TRACY WALDER: My roommate and I were reading magazines and the phone rang. It was my recruiter saying that he wanted to bring me to an in-person interview.

NARRATOR: Tracy was being selected for CIA recruitment. But if you want to be a spy for the CIA you don’t just sit down for a job interview. There’s also the small matter of polygraph testing.

TRACY WALDER: I think what we're used to seeing in pop culture, you hook up a perpetrator to a polygraph to determine whether or not they committed the crime or are lying about it. But at the CIA the goal of the polygraph test is actually to see if you could potentially fall victim to being recruited to spy and be a traitor. 

NARRATOR: The CIA, like any agency running spies, need to know if their operatives have any skeletons hiding in their closets - anything that could be used against them in the future for blackmailing them into being a double agent, for example.

TRACY WALDER: So I actually didn't have too much of an issue taking a polygraph test for a job interview. I knew the main job of the CIA is that you need to be trusted with secret information. 
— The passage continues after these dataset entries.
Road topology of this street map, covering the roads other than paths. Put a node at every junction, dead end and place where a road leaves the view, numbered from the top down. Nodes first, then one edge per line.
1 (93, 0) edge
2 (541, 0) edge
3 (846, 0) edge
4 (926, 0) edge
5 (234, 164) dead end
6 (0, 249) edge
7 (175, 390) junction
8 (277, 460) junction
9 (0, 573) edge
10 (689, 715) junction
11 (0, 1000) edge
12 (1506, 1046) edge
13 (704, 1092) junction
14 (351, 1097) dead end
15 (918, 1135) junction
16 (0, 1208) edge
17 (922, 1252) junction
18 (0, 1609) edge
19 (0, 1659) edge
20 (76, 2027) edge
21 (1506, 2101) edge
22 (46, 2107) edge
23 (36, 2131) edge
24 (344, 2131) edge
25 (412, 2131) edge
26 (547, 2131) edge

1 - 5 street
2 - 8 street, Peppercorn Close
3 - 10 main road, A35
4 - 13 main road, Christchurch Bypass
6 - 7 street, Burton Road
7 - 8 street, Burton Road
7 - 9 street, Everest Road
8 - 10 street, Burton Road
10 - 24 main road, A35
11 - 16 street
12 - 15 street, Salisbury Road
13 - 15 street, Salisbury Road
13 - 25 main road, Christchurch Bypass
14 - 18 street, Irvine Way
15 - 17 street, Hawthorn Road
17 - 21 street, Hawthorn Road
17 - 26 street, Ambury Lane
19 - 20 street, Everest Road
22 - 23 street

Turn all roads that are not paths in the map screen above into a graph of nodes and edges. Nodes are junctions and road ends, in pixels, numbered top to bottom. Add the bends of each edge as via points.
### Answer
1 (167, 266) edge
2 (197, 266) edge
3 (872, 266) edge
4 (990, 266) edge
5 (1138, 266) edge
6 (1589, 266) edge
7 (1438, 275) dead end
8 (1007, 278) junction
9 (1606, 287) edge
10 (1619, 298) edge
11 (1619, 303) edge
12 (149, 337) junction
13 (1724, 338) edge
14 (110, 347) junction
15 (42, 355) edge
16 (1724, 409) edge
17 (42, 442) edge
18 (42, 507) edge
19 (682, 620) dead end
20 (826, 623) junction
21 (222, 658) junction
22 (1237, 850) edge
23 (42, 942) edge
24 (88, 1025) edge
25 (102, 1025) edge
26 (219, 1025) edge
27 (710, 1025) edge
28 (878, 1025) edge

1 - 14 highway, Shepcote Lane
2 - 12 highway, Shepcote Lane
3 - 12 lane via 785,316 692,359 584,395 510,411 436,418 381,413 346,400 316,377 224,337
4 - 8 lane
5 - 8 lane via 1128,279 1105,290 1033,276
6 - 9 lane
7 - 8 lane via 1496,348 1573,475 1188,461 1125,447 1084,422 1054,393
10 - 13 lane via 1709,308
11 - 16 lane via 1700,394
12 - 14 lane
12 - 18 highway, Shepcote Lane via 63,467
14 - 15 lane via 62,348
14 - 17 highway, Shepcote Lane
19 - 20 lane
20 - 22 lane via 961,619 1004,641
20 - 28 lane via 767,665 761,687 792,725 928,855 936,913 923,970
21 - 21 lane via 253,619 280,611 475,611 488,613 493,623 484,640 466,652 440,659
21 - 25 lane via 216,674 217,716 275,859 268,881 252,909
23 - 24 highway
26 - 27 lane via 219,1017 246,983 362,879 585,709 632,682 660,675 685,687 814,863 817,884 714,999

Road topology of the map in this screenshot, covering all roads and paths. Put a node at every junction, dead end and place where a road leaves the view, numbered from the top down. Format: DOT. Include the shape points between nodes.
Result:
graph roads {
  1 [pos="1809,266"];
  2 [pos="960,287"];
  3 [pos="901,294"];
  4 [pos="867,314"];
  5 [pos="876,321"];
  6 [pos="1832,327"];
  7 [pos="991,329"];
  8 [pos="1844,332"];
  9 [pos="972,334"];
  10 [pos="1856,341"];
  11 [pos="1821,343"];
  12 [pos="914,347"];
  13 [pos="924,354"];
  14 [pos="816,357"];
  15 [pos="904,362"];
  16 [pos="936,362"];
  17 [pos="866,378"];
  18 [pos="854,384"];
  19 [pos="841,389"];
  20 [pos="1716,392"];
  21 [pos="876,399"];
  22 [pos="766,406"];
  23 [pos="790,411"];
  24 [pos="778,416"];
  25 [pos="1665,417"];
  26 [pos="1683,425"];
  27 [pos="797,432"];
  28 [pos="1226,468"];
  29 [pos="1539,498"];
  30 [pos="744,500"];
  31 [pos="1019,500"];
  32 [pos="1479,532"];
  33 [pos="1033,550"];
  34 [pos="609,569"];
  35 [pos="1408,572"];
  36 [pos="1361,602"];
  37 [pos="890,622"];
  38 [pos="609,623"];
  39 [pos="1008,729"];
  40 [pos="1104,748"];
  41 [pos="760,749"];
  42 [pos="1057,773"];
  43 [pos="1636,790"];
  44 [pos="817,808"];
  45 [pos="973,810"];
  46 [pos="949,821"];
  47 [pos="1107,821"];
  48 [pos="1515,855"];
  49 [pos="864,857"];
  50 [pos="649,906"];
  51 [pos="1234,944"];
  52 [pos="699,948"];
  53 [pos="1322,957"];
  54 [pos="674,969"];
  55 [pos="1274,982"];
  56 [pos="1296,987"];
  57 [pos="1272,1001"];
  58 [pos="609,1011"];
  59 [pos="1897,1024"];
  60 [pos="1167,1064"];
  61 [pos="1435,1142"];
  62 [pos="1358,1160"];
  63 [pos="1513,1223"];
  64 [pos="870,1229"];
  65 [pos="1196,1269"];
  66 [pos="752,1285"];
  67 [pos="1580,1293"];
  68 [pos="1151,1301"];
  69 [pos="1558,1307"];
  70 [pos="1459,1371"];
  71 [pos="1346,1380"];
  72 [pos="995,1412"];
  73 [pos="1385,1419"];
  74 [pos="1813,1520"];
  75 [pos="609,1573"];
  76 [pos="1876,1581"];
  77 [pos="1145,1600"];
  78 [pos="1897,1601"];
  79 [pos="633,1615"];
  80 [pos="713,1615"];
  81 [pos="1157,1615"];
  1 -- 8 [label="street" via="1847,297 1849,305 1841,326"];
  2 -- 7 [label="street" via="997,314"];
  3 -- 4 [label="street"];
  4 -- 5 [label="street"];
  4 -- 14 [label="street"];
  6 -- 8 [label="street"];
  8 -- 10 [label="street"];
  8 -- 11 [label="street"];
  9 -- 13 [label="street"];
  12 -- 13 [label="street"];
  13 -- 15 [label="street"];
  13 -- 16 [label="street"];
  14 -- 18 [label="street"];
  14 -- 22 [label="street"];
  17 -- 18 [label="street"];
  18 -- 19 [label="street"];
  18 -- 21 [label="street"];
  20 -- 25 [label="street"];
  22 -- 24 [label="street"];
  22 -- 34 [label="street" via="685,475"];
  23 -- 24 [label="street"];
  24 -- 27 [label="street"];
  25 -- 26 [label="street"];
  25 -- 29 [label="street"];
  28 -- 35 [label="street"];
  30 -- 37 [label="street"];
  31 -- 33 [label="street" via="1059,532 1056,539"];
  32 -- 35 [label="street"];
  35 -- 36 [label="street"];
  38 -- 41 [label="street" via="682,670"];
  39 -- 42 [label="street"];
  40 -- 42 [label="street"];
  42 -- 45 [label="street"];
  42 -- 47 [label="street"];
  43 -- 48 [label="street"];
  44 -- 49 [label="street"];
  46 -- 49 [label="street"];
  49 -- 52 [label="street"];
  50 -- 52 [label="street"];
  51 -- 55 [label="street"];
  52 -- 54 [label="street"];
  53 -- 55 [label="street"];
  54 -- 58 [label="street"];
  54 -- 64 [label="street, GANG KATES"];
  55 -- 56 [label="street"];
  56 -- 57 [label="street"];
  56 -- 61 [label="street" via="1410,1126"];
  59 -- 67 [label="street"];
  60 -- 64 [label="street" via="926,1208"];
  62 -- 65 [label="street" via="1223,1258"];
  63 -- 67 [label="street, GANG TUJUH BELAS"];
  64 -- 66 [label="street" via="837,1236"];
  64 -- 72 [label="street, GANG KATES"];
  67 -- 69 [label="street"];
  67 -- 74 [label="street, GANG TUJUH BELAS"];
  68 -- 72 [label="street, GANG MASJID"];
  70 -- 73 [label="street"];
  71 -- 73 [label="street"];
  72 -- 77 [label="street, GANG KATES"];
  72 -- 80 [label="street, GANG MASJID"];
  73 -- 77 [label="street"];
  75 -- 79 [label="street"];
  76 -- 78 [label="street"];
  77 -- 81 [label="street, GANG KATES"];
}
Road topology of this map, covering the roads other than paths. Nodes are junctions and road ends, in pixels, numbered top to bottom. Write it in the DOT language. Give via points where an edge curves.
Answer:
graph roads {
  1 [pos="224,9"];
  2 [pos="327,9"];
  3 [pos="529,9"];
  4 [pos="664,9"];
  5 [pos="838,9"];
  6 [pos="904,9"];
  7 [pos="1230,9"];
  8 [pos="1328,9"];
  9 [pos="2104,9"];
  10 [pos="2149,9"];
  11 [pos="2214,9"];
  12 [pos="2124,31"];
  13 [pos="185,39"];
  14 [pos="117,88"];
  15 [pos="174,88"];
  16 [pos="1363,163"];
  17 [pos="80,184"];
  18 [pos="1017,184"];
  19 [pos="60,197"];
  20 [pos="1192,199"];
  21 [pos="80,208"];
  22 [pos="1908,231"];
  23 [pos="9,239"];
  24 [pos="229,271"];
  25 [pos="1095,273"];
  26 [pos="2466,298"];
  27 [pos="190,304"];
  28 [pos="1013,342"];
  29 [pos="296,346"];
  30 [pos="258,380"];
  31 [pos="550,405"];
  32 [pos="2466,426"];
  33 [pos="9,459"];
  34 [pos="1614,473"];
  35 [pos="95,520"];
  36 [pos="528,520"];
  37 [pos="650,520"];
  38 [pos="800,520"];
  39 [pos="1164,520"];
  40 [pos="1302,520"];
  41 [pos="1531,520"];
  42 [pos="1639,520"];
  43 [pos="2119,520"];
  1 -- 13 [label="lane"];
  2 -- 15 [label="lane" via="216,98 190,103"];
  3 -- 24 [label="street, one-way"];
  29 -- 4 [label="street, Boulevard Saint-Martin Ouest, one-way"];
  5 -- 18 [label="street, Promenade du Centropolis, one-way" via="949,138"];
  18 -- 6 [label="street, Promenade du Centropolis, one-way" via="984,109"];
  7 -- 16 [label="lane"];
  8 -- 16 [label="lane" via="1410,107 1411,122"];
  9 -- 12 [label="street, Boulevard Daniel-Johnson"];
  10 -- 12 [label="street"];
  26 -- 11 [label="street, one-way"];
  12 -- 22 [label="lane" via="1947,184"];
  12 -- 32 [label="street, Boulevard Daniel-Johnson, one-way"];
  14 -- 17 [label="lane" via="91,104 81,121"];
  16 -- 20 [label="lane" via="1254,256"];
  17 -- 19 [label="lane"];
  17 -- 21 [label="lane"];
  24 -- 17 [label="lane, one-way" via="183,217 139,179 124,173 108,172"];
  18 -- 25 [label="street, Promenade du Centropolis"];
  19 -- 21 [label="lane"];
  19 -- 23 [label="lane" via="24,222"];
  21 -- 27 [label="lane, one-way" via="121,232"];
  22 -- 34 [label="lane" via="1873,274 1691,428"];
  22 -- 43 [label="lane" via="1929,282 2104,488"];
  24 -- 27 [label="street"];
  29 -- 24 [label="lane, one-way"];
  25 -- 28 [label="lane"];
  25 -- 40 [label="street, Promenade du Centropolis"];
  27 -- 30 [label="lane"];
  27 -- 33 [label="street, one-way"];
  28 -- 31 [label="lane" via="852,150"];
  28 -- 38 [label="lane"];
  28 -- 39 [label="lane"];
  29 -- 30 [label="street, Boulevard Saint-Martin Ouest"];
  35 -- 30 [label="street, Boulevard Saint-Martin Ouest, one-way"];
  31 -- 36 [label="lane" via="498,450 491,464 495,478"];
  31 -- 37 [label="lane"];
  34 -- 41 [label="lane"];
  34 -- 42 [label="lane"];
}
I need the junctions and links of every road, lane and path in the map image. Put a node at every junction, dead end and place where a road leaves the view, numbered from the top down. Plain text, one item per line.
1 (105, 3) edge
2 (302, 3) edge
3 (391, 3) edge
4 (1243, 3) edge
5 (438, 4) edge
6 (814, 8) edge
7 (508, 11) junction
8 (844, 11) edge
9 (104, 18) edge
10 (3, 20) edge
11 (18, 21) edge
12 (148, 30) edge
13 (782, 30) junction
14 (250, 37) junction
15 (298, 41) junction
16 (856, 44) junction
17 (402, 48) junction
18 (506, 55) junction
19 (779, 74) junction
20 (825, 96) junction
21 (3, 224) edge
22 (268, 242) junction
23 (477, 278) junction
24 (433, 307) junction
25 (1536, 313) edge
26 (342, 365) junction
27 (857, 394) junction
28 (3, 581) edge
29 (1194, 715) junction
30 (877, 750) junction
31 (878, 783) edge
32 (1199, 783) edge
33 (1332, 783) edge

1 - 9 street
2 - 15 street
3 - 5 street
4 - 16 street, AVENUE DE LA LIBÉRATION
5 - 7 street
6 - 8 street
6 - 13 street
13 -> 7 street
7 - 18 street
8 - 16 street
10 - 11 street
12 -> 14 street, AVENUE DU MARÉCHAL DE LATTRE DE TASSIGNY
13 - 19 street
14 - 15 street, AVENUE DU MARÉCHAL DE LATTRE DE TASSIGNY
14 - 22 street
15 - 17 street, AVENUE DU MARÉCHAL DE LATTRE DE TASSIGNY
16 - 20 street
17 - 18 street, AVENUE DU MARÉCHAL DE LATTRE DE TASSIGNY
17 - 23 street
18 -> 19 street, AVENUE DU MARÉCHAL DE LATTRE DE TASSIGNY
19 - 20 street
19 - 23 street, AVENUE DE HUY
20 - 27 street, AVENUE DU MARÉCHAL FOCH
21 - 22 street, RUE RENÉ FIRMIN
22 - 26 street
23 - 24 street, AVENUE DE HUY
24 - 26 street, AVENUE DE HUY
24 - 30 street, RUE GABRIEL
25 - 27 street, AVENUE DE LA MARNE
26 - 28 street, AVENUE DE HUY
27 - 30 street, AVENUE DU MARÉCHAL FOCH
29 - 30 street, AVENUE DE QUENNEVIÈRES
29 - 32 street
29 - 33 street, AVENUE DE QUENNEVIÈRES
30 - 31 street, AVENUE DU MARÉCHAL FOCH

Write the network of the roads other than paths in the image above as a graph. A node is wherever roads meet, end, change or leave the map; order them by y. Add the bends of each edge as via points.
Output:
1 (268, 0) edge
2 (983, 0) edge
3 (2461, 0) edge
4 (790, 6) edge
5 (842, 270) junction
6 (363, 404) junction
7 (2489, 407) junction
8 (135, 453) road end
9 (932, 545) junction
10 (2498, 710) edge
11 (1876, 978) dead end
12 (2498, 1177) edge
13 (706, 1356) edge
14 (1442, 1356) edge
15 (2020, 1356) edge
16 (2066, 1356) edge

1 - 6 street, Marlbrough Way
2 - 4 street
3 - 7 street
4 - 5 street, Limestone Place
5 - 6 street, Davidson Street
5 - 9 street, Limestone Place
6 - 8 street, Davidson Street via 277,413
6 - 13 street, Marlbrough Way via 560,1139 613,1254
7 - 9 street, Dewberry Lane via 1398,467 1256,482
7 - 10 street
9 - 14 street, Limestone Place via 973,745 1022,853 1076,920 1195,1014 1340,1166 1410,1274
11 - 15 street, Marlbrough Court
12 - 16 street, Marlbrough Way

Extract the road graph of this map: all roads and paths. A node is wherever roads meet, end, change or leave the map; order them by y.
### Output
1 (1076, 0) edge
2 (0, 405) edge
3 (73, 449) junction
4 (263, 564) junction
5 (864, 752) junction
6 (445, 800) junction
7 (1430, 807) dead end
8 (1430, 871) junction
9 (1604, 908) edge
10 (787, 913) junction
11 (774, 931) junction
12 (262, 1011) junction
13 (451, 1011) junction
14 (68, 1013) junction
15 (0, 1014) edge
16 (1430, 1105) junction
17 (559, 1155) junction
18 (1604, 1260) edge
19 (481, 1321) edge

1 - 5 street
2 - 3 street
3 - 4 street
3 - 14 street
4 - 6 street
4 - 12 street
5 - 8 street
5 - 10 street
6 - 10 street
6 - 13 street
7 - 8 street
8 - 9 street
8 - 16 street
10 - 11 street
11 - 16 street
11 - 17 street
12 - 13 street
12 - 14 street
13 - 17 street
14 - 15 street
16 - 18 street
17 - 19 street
NARRATOR: And for the shy, introverted Tracy, who would rather stay home watching CNN than be out partying, surely there wasn’t anything lurking in her past?

TRACY WALDER: When I took my polygraph test, to be perfectly honest, I actually wasn't nervous for it I was, I guess what you would call a ‘goody two-shoes’. And so I had approached it with the mentality of: “Oh, there's nothing I've done wrong. I've never broken the law. This will be very simple.” 

NARRATOR: But polygraphs are never that simple. Some agencies, like the British Secret Intelligence Service, say that they don’t work in uncovering lies. But maybe that’s not the whole point. It’s also about endurance. Because, as we’ve heard in this series already, they can be a long and grueling process, so much so that trained agents from the State Department refuse to even sit them. 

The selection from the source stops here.